Using dexec, you can do stream processing, off-load computationally expensive parts of your program to a remote fleet of Docker engines. Its interface is strikingly similar to os/exec.

Examples

Check out the following examples:

A Short Example

It takes only a 4-line code change to convert a piece of code using os/exec to use dexec to start running your stuff inside containers.

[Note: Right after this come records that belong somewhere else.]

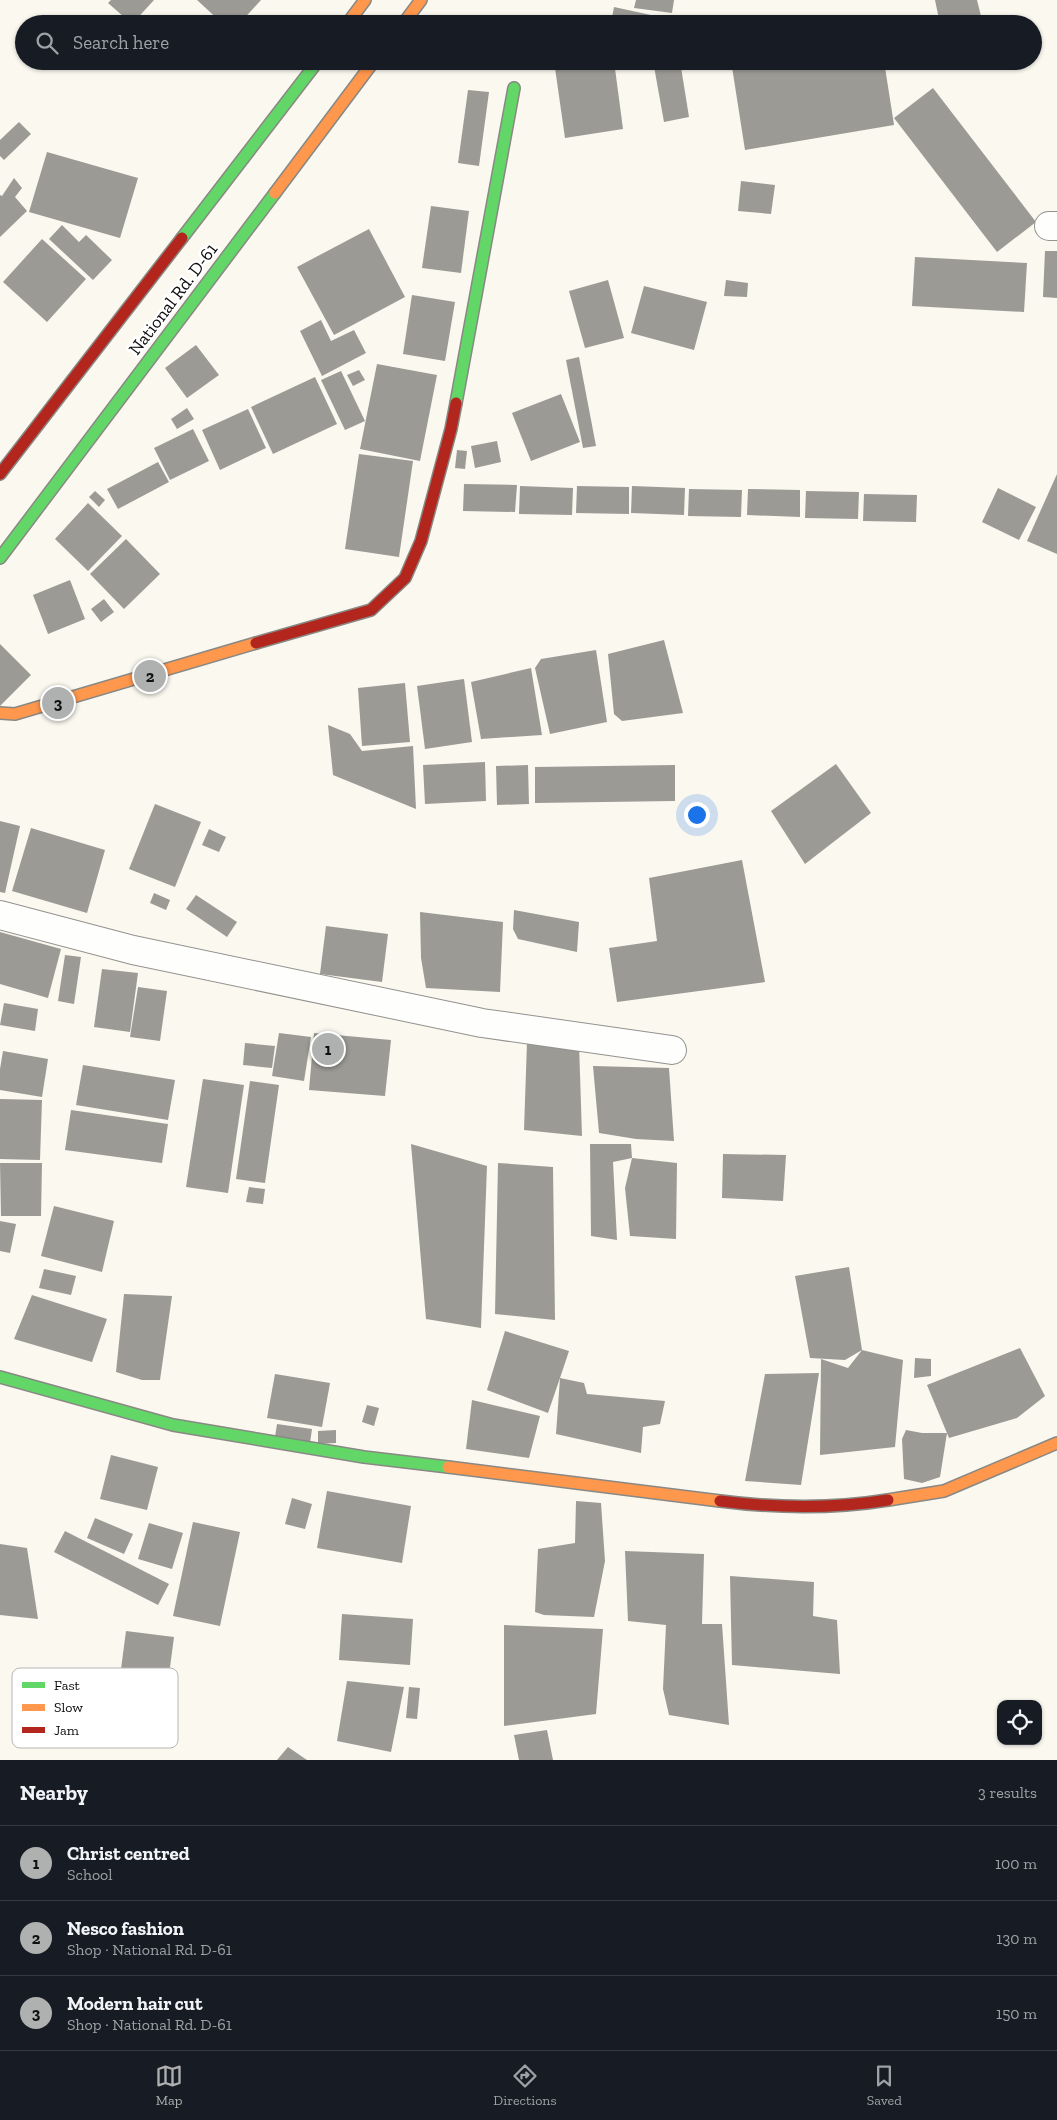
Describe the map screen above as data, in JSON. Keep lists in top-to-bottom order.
{
  "streets": {
    "main road": ["National Rd. D-61"]
  },
  "legend": ["Fast", "Slow", "Jam"],
  "page": {
    "search": "Search here",
    "pins": ["2", "3", "1"],
    "heading": ["Nearby", "3 results"],
    "list": [
      {
        "mark": "1",
        "name": "Christ centred",
        "note": "School",
        "value": "100 m"
      },
      {
        "mark": "2",
        "name": "Nesco fashion",
        "note": "Shop · National Rd. D-61",
        "value": "130 m"
      },
      {
        "mark": "3",
        "name": "Modern hair cut",
        "note": "Shop · National Rd. D-61",
        "value": "150 m"
      }
    ],
    "nav": ["Map", "Directions", "Saved"]
  }
}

Here is a minimal Go program that runs echo in a container:

package main

import (
	"log"

	"github.com/ahmetalpbalkan/dexec"
	"github.com/fsouza/go-dockerclient"
)

func main(){
	cl, _ := docker.NewClient("unix:///var/run/docker.sock")
	d := dexec.Docker{cl}

	m, _ := dexec.ByCreatingContainer(docker.CreateContainerOptions{
	Config: &docker.Config{Image: "busybox"}})

	cmd := d.Command(m, "echo", `I am running inside a container!`)
	b, err := cmd.Output()
	if err != nil { log.Fatal(err) }
	log.Printf("%s", b)
}

Output: I am running inside a container!

Use Cases

This library is intended for providing an execution model that looks and feels like os/exec package.

You might want to use this library when:

  • You want to execute a process, but run it in a container with extra security and finer control over resource usage with Docker –and change your code minimally.

  • You want to execute a piece of work on a remote machine (or even better, a pool of machines or a cluster) through Docker. Especially useful to distribute computationally expensive workloads.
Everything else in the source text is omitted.